DPD Trials Electric Assisted QuadBike Parcel Delivery

The UK’s favourite parcel delivery company DPD has taken delivery of the first 10 EAV P1 electric assist cargo bikes – the result of a partnership between EAV and Birmingham-based DPD group.

Five of the unique bio-mechanical electric-assist vehicles have now been deployed and are currently being tested on the streets of London, York and Newbury, while another other five are being shipped to DPD business units in Ireland, Spain, Germany, Portugal and France to help support British manufacturing and exporting abroad.
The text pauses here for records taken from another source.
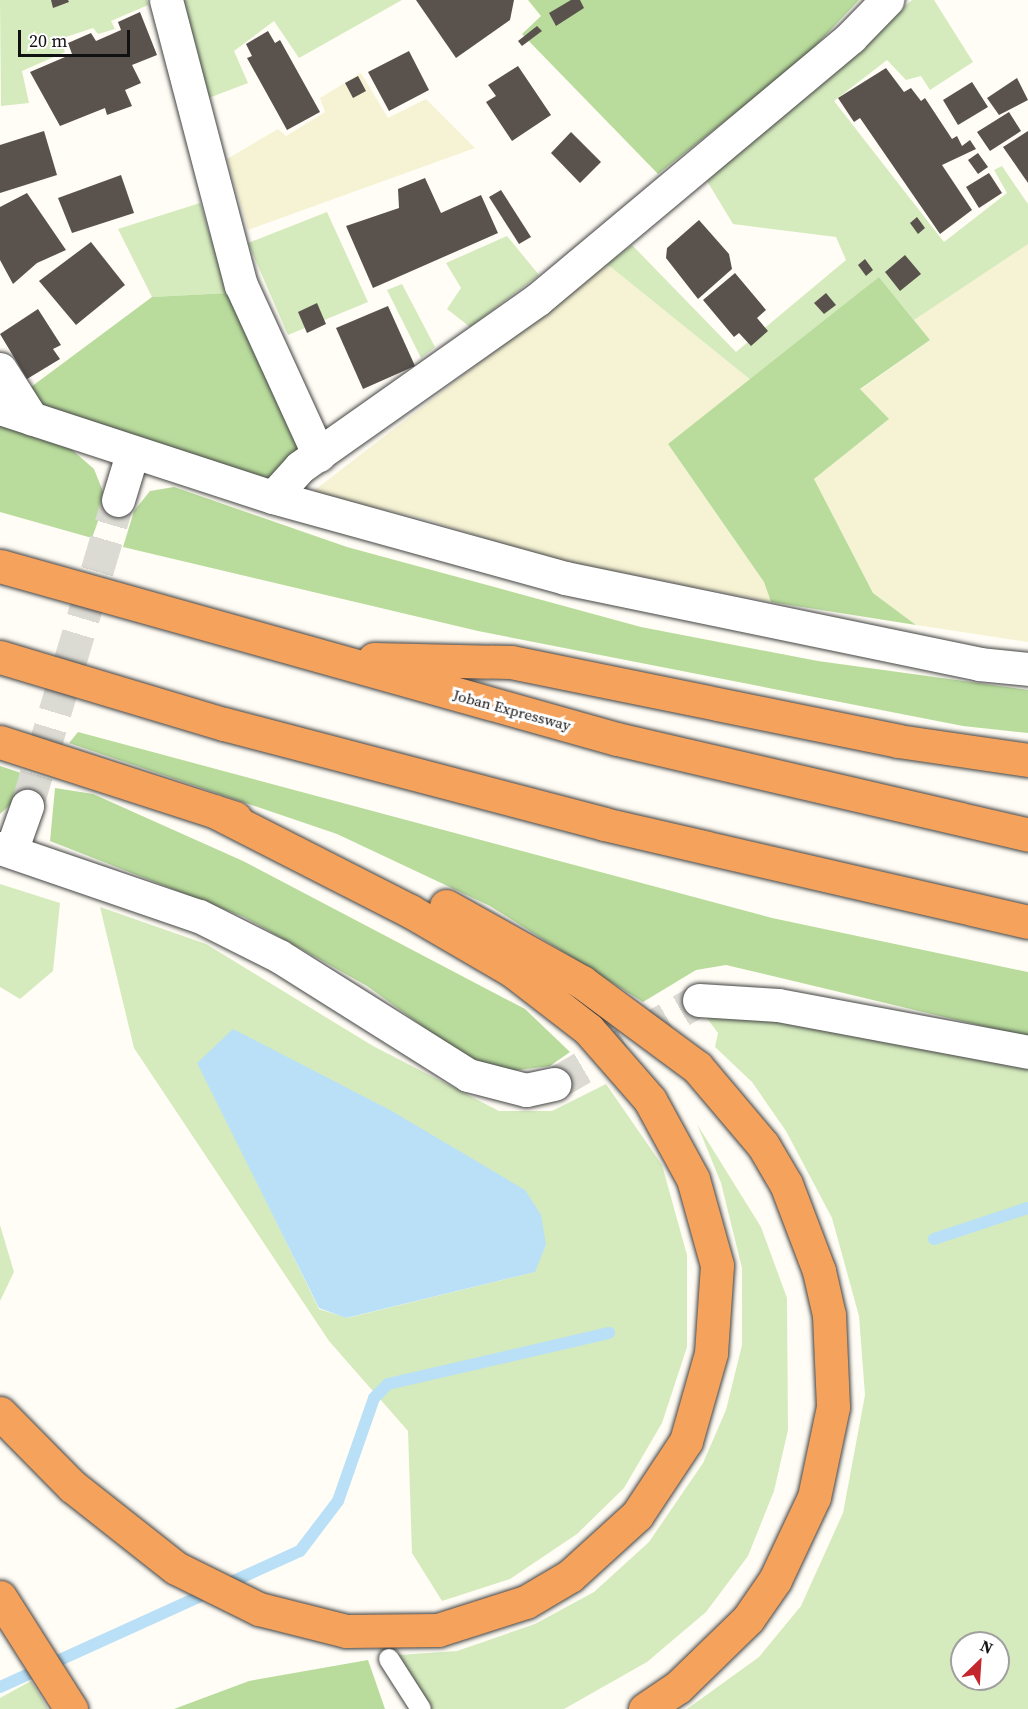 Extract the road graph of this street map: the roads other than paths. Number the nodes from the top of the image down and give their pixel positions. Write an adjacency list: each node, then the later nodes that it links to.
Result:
1 (166, 0): 7 (street)
2 (887, 0): 7 (street)
3 (0, 369): 5 (street)
4 (0, 408): 5 (street)
5 (32, 419): 6 (street)
6 (132, 454): 8 (street); 9 (street)
7 (319, 455): 8 (street)
8 (273, 496): 13 (street)
9 (118, 500)
10 (0, 566): 12 (highway, Joban Expressway)
11 (0, 657): 20 (highway)
12 (324, 658): 15 (highway); 18 (highway, Joban Expressway)
13 (1028, 669)
14 (0, 742): 17 (highway)
15 (1028, 760)
16 (27, 806): 19 (street)
17 (214, 811): 24 (highway); 29 (highway)
18 (1028, 835)
19 (6, 850): 23 (street)
20 (1028, 922)
21 (699, 1000): 22 (street)
22 (1028, 1052)
23 (554, 1084)
24 (0, 1413)
25 (0, 1597): 28 (highway)
26 (389, 1659): 27 (lane)
27 (421, 1708)
28 (71, 1709)
29 (645, 1709)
The purpose-built, environmentally-focused quadracycle measures 2m long by 1m wide, weighs 120kg and can carry a 120kg payload. The 250 watt motor helps the rider accelerate to an initial 6kph (3.7 mph) on a boost/hill start assist button and then on to a maximum pedal-assisted 25 kph (15 mph). The P1 can cover a range of up to 60 miles in a day and over 100 parcel stops and then be recharged using a normal 13amp, 240v plug socket. Batteries can also be swapped to keep the P1 in constant operational use but are fully charged in under 6 hours.

The bike’s body is made from advanced composites which include the latest fully recyclable materials. For example; the fascia is made from a composite strengthened with hemp fibres bonded together with a resin based on the oil from cashew nut shells.

The EAV P1 is being deployed as part of DPD’s environmentally strategic aim to be the most responsible city centre delivery company in the UK. The plan, after the testing phase, is to significantly increase the deployment of P1s throughout the DPD network both in the UK and in Europe.

Dwain McDonald, DPD’s CEO commented, “The P1 is an absolutely amazing vehicle and we are immensely proud to be technical partners alongside EAV on this unique project. This is an entirely new type of vehicle and is designed specifically to meet the current challenges for delivery firms in the urban environment.

The early trials show that the P1 is performing really well and clearly has potential to be more efficient for us than traditional vans in certain locations. It is highly manoeuvrable, can carry a good day’s worth of parcels and can often get closer to delivery addresses than the vans. We know that the environment and climate change matter more than ever to our clients and the feedback we get when we share our EV vision with them is really positive.”

Adam Barmby, founder and technical director at EAV commented, “It has been fantastic to work alongside DPD and to see our vision for the P1 realised. It is classed as a cargo e-bike, but really, we started from scratch and reimagined an entirely new type of vehicle. It is a modular design, so we can extend or shorten the chassis and change the cargo configuration to fit the brief. Realistically, the P1 can move as fast or faster than a traditional van through many cities because of the different routing it can take.”

Nigel Gordon-Stewart, Executive Chairman added, “Our deployment with DPD is clear evidence of the real potential of vehicles like the P1 to operate efficiently and environmentally in towns and cities worldwide. Its adaptability to offer multiple applications could enable a very significant reduction in both pollution and congestion. Our collaboration with DPD is the first step of many as EAV grows rapidly as a business. We’re about to commence a round of Crowd Funding with Seedrs.com to allow members of the public to invest in a transport-based business determined to achieve cleaner air, congestion-free city centres and a more sustainable world.”

Insurance edge Comment;

Vehicles like these are undoubtedly going to be one of the very limited choices available to delivery companies, and solo riders/drivers in the next five years or so. The political pressure to ban petrol/diesel vehicles from many sections of UK towns and cities is immense. Apart from night-time replenishment to supermarkets and bigger stores, many businesses will be obliged to use smaller, more frequent delivery services like this- at least during office hours.

Whether this is actually more sustainable depends on your calculation of the impact of lithium, palladium and other rare earth mineral mining to power all the batteries. Plus the wind turbines, power stations and other generation/charging distribution tech needed to provide the re-charging network necessary for mass-market delivery of all goods.